Yayıncı ve yazar Deniz Yüce Başarır: İstanbul Bir Masaldı 1999 yılında yayımlandığında çılgın bir rüzgâr estirmişti. Ben de o zamanlar Kitapça adında bir programa başlamıştım, Mario Levi ile Tünel’de buluştuk. İlk tanışmamızdı. O romanını anlattı, azınlık olmaktan söz etti. “İki tür azınlık var romanda,” dedi. “Etnik ve duygusal azınlıklar.” Duygusal azınlık kavramı, o günlerde, 30lu yaşlarının başındaki o genç kadına bugün 50li yaşlarının sonunu süren kadına söylediğinden çok daha az şey söylemiş olsa da, akılda kalıcıydı.
Mario da öyleydi: Akılda kalıcı! İstanbul’a tutkun, edebiyat aşığı, üretken, dilbaz, yüreklendirici, anlayışlı, öğretmen ve hep öğrenci. Ben onu okurken, bir sofrada gibi hissederdim kendimi. Daha önce tatmadığım lezzetlerle bezenmiş, uzun, kalabalık bir sofra. Çevresindekiler birbirleriyle sohbet ediyorlar. Sesler karışıyor birbirine; yemekler kendinden geçiriyor konukları; her dinden her kültürden her kesimden her dönemden insan şarap kadehlerini kaldırıp ‘dostluğa’ içiyor sanki. Farklılıklarını kutluyorlar… Ve İstanbul’u kutsuyorlar!
Uzun yıllar birlikte çalıştık.
Her yeni kitaptan önce, “Mario bu sefer daha kısa yazdın değil mi?” diye sorardım yarı şaka yarı ciddi. Çünkü kalemi akmaya başladı mı tutamazdı, bilirdim. Her zamanki hoşgörülü gülümsemesiyle bakardı bana ve söz verirdi, “kısa yazdım ama bir daha sefere daha da kısa yazacağım”. Zaten hep gülümserdi o. Yayıncılık hayatımda karşısında gözyaşı döktüğüm, dökebildiğim tek yazardır Mario. Bir alışveriş merkezinin üst katındaki bir kahvecide, yayınevinden ayrılmaya karar verdiğini söylediğinde tutamamıştım kendimi. Hak vermiştim ona, hem de canı gönülden. Ve onun sıcaklığına güvenim o kadar tamdı ki, salıvermiştim gözyaşlarımı. İşte böylece iş hayatında yollarımız ayrıldı ama sohbetlerimiz daha da koyuldu sanki. Her karşılaşmamızda içten bir muhabbete dalardık. Çünkü o hep içtendi, sıcaktı; yanında kurumsal kimliğini bir köşeye bırakıp ağlanabilecek kadar ‘insan’dı.

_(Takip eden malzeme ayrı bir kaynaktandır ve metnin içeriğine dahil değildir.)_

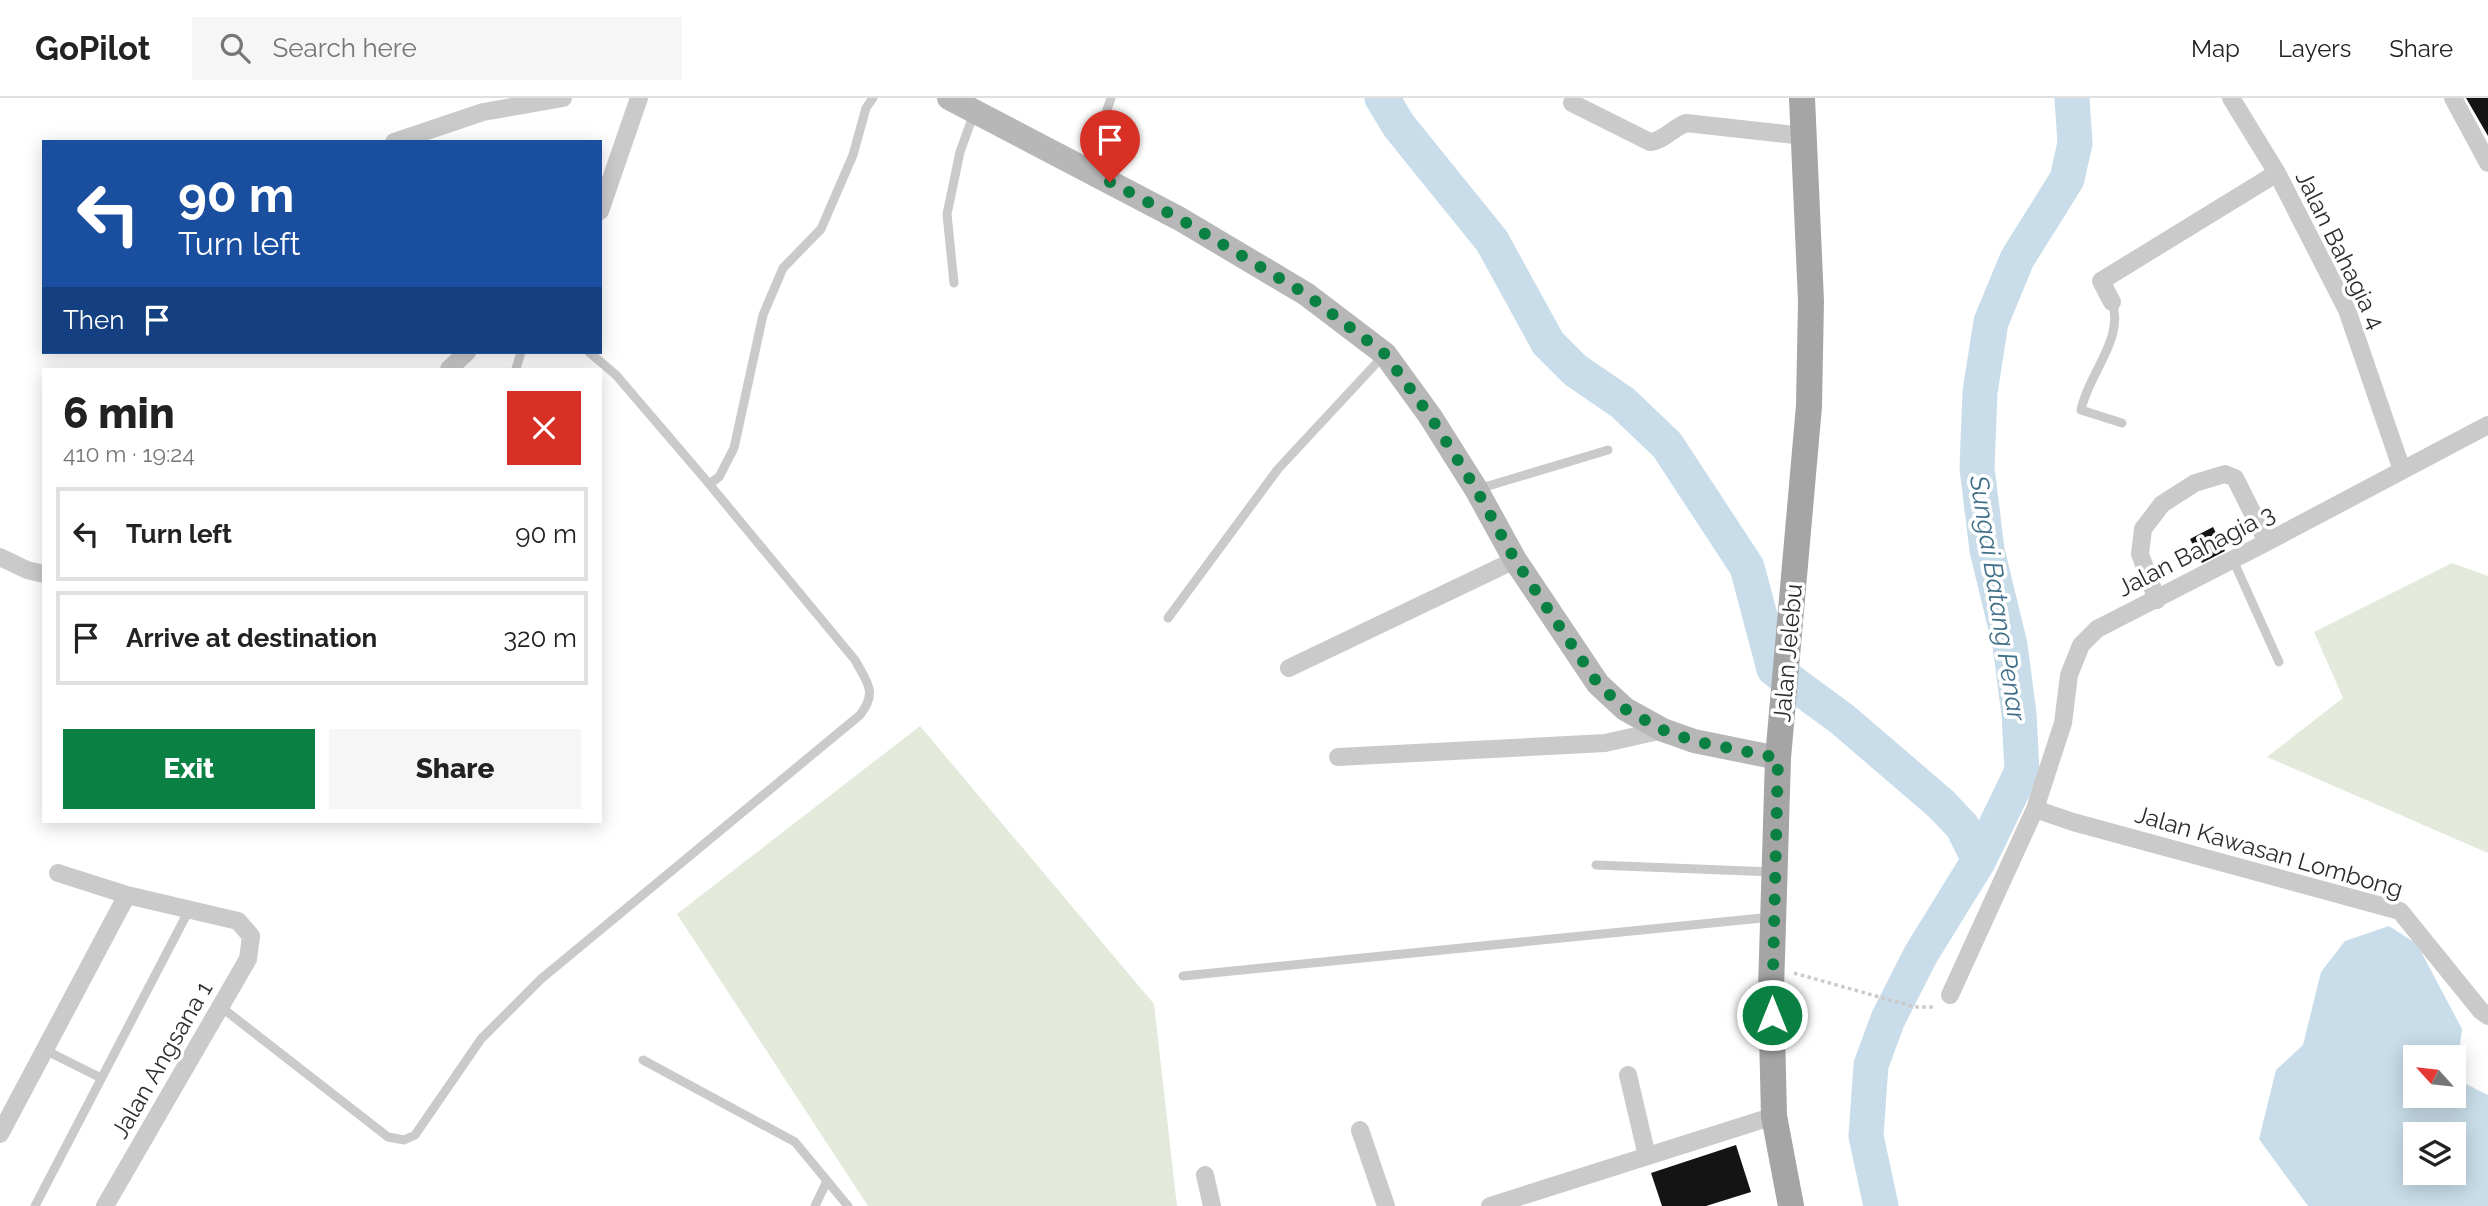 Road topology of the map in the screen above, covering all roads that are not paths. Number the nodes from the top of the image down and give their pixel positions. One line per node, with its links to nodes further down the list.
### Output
1 (563, 98): 12 (street)
2 (639, 98): 16 (street)
3 (873, 98): 27 (lane)
4 (949, 98): 10 (street)
5 (1111, 98): 14 (lane)
6 (1802, 98): 11 (main road, Jalan Jelebu)
7 (2231, 98): 15 (street, Jalan Bahagia 4)
8 (2453, 98): 13 (street)
9 (1572, 103): 11 (street)
10 (975, 111): 14 (street); 17 (lane)
11 (1804, 135): 40 (main road, Jalan Jelebu)
12 (400, 140)
13 (2488, 163)
14 (1086, 170): 21 (street)
15 (2277, 173): 18 (street); 26 (street, Jalan Bahagia 4)
16 (602, 205)
17 (954, 282)
18 (2112, 302): 23 (lane)
19 (465, 354): 22 (street)
20 (591, 354): 27 (lane)
21 (1385, 354): 28 (street); 35 (lane)
22 (450, 368)
23 (2122, 423)
24 (2488, 425): 26 (street, Jalan Bahagia 3)
25 (1608, 450): 28 (lane)
26 (2402, 470): 29 (street, Jalan Bahagia 3)
27 (709, 484): 50 (lane)
28 (1476, 489): 31 (street)
29 (2267, 542): 32 (street, Jalan Bahagia 3); 34 (street)
30 (0, 557): 33 (street)
31 (1515, 560): 37 (street); 38 (street)
32 (2233, 560): 34 (street, Jalan Bahagia 3); 36 (lane)
33 (42, 574)
34 (2157, 600): 41 (street, Jalan Bahagia 3)
35 (1168, 618)
36 (2278, 662)
37 (1289, 668)
38 (1663, 730): 39 (street); 40 (street)
39 (1338, 757)
40 (1778, 758): 43 (main road, Jalan Jelebu)
41 (2035, 809): 49 (street, Jalan Bahagia 3); 51 (street, Jalan Kawasan Lombong)
42 (1597, 865): 43 (lane)
43 (1775, 872): 47 (main road, Jalan Jelebu)
44 (58, 873): 45 (street)
45 (127, 895): 46 (street); 52 (street)
46 (189, 910): 50 (street, Jalan Angsana 1); 55 (lane)
47 (1774, 917): 48 (lane); 56 (main road, Jalan Jelebu)
48 (1184, 976)
49 (1950, 995)
50 (221, 1007): 63 (street, Jalan Angsana 1)
51 (2488, 1016)
52 (45, 1050): 55 (lane); 58 (street)
53 (643, 1060): 61 (lane)
54 (1628, 1075): 59 (street)
55 (101, 1078): 62 (lane)
56 (1774, 1116): 59 (street); 69 (main road, Jalan Jelebu)
57 (1360, 1130): 67 (street)
58 (0, 1135)
59 (1647, 1156): 68 (street)
60 (1205, 1175): 66 (street)
61 (827, 1181): 64 (lane); 65 (lane)
62 (35, 1206)
63 (106, 1206)
64 (815, 1206)
65 (848, 1206)
66 (1212, 1206)
67 (1386, 1206)
68 (1490, 1206)
69 (1791, 1206)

Mario Levi, bu ülkenin önemli edebiyat insanlarından biriydi. Sadece yazdıkları, yetiştirdikleri ya da adanmışlığıyla değil, ayrıştırmaktan değil birleştirmekten yana oluşuyla da değerliydi. Bugün hızla kaybettiğimiz değerlerin bir timsaliydi sanki. Onu bir insan olarak özleyeceğim ve onu kaybetmek çok canımı acıtıyor ama sadece ona değil, temsil ettiği o eşitlikçi, olumlu, renkli kimliğin kaybına da ağıt yakıyorum bugün.
"İstanbul'un son beyefendisini kaybettik"
Yazar İrem Uzunhasanoğlu: İstanbul'un son beyefendisini kaybettik. Eşsiz bir yürek, mükemmel bir yazar, güzel bir insandı Mario Levi. Seneler evvel bana 'o hikâyeyi yaz' diyerek sırtımı sıvazlamasıyla ilk romanımı yazmaya başlamıştım, yolculuğumun devamında da bana hep ışık oldu. Harikulâde bir insan, mükemmel bir yazar, iyi bir eş ve babaydı... Azınlık edebiyatı, aidiyet ve kimlik meselesi, kültürün yaşatılması ve edebiyat üzerine katkıları çok büyüktür. Sadece üretmedi, üretenlere de el verdi. Büyük bir insanı kaybettik ancak edebiyatıyla, külliyatıyla, o güzel sözcükleriyle sonsuza dek kalbimizde ve edebiyatımızda yaşayacak.